What you are asked to do :: Your job is to retype all of the data word for word, leaving every image out.
►
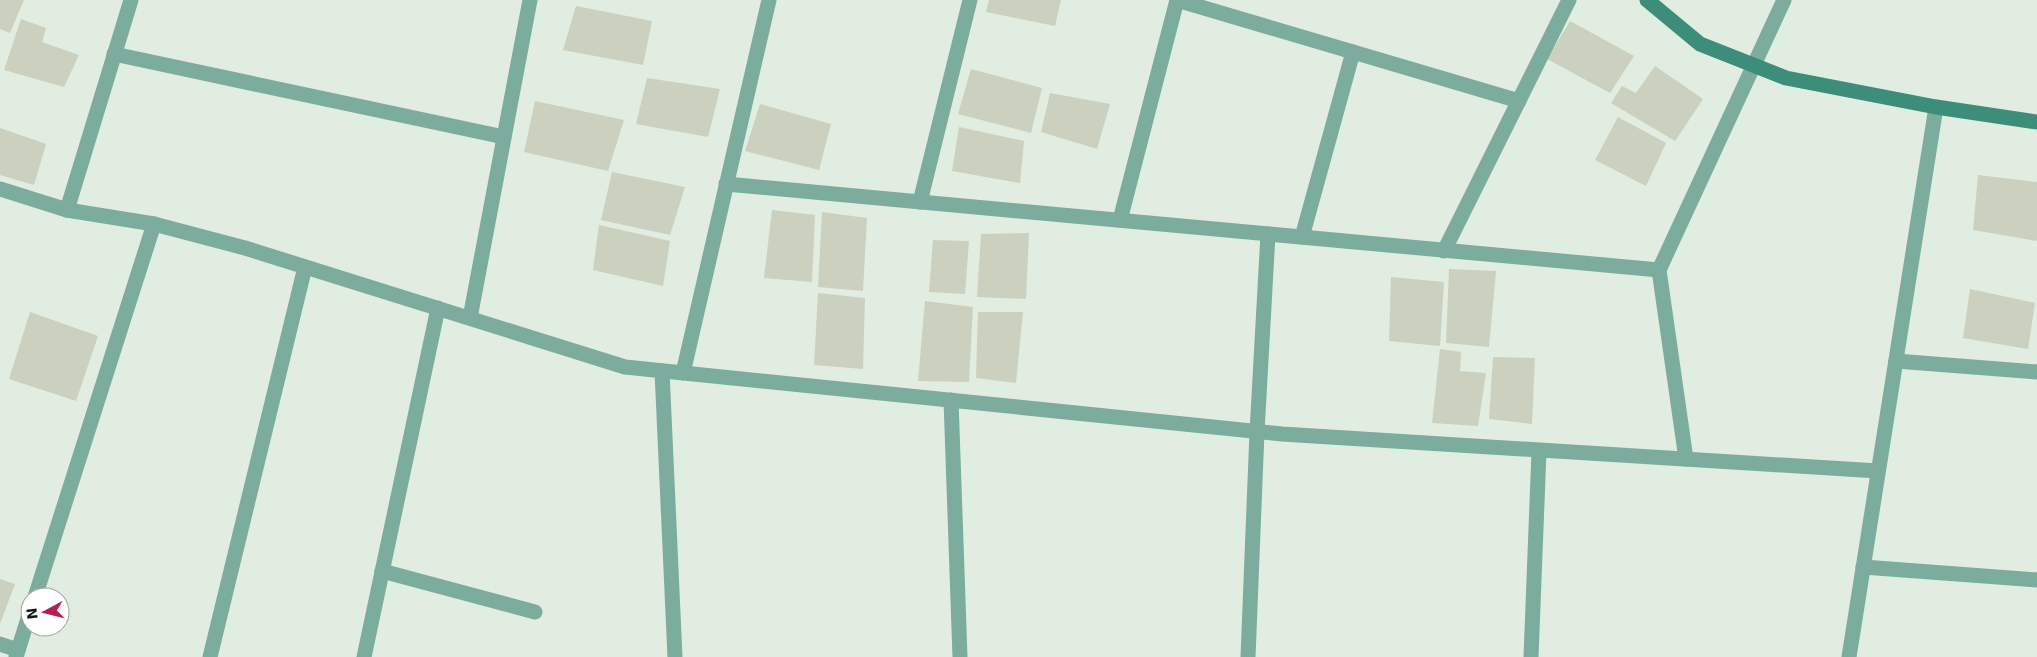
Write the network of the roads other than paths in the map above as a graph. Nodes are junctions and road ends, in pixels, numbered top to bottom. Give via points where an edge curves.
1 (131, 0) edge
2 (530, 0) edge
3 (768, 0) edge
4 (970, 0) edge
5 (1177, 0) edge
6 (1570, 0) edge
7 (1647, 0) edge
8 (1784, 0) edge
9 (1353, 52) junction
10 (114, 54) junction
11 (1754, 66) junction
12 (1519, 101) junction
13 (1936, 107) junction
14 (2037, 122) edge
15 (504, 137) junction
16 (726, 184) junction
17 (0, 189) edge
18 (920, 202) junction
19 (67, 210) junction
20 (1120, 220) junction
21 (154, 224) junction
22 (1268, 234) junction
23 (1302, 237) junction
24 (1444, 250) junction
25 (305, 267) junction
26 (1659, 270) junction
27 (438, 308) junction
28 (470, 318) junction
29 (1896, 361) junction
30 (662, 371) junction
31 (2037, 372) edge
32 (683, 373) junction
33 (951, 400) junction
34 (1257, 432) junction
35 (1539, 451) junction
36 (1686, 460) junction
37 (1878, 471) junction
38 (1863, 567) junction
39 (382, 571) junction
40 (2037, 580) edge
41 (38, 587) edge
42 (535, 612) dead end
43 (22, 637) edge
44 (0, 644) edge
45 (17, 653) edge
46 (210, 657) edge
47 (364, 657) edge
48 (675, 657) edge
49 (960, 657) edge
50 (1248, 657) edge
51 (1532, 657) edge
52 (1849, 657) edge

1 - 10 street
2 - 15 street
3 - 16 street
4 - 18 street
5 - 9 street
5 - 20 street
6 - 12 street
7 - 11 street via 1700,44
8 - 11 street
9 - 12 street
9 - 23 street
10 - 15 street
10 - 19 street
11 - 13 street via 1786,78
11 - 26 street
12 - 24 street
13 - 14 street
13 - 29 street
15 - 28 street
16 - 18 street
16 - 32 street
17 - 19 street
18 - 20 street
19 - 21 street
20 - 22 street
21 - 25 street
21 - 41 street
22 - 23 street
22 - 34 street
23 - 24 street
24 - 26 street
25 - 27 street
25 - 46 street
26 - 36 street
27 - 28 street
27 - 39 street
28 - 30 street via 625,367
29 - 31 street
29 - 37 street
30 - 32 street
30 - 48 street
32 - 33 street
33 - 34 street
33 - 49 street
34 - 35 street
34 - 50 street
35 - 36 street
35 - 51 street
36 - 37 street
37 - 38 street
38 - 40 street
38 - 52 street
39 - 42 street
39 - 47 street
43 - 45 street
44 - 45 street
◄
Task output ::
Write the network of the roads other than paths in the map above as a graph. Nodes are junctions and road ends, in pixels, numbered top to bottom. Give via points where an edge curves.
1 (131, 0) edge
2 (530, 0) edge
3 (768, 0) edge
4 (970, 0) edge
5 (1177, 0) edge
6 (1570, 0) edge
7 (1647, 0) edge
8 (1784, 0) edge
9 (1353, 52) junction
10 (114, 54) junction
11 (1754, 66) junction
12 (1519, 101) junction
13 (1936, 107) junction
14 (2037, 122) edge
15 (504, 137) junction
16 (726, 184) junction
17 (0, 189) edge
18 (920, 202) junction
19 (67, 210) junction
20 (1120, 220) junction
21 (154, 224) junction
22 (1268, 234) junction
23 (1302, 237) junction
24 (1444, 250) junction
25 (305, 267) junction
26 (1659, 270) junction
27 (438, 308) junction
28 (470, 318) junction
29 (1896, 361) junction
30 (662, 371) junction
31 (2037, 372) edge
32 (683, 373) junction
33 (951, 400) junction
34 (1257, 432) junction
35 (1539, 451) junction
36 (1686, 460) junction
37 (1878, 471) junction
38 (1863, 567) junction
39 (382, 571) junction
40 (2037, 580) edge
41 (38, 587) edge
42 (535, 612) dead end
43 (22, 637) edge
44 (0, 644) edge
45 (17, 653) edge
46 (210, 657) edge
47 (364, 657) edge
48 (675, 657) edge
49 (960, 657) edge
50 (1248, 657) edge
51 (1532, 657) edge
52 (1849, 657) edge

1 - 10 street
2 - 15 street
3 - 16 street
4 - 18 street
5 - 9 street
5 - 20 street
6 - 12 street
7 - 11 street via 1700,44
8 - 11 street
9 - 12 street
9 - 23 street
10 - 15 street
10 - 19 street
11 - 13 street via 1786,78
11 - 26 street
12 - 24 street
13 - 14 street
13 - 29 street
15 - 28 street
16 - 18 street
16 - 32 street
17 - 19 street
18 - 20 street
19 - 21 street
20 - 22 street
21 - 25 street
21 - 41 street
22 - 23 street
22 - 34 street
23 - 24 street
24 - 26 street
25 - 27 street
25 - 46 street
26 - 36 street
27 - 28 street
27 - 39 street
28 - 30 street via 625,367
29 - 31 street
29 - 37 street
30 - 32 street
30 - 48 street
32 - 33 street
33 - 34 street
33 - 49 street
34 - 35 street
34 - 50 street
35 - 36 street
35 - 51 street
36 - 37 street
37 - 38 street
38 - 40 street
38 - 52 street
39 - 42 street
39 - 47 street
43 - 45 street
44 - 45 street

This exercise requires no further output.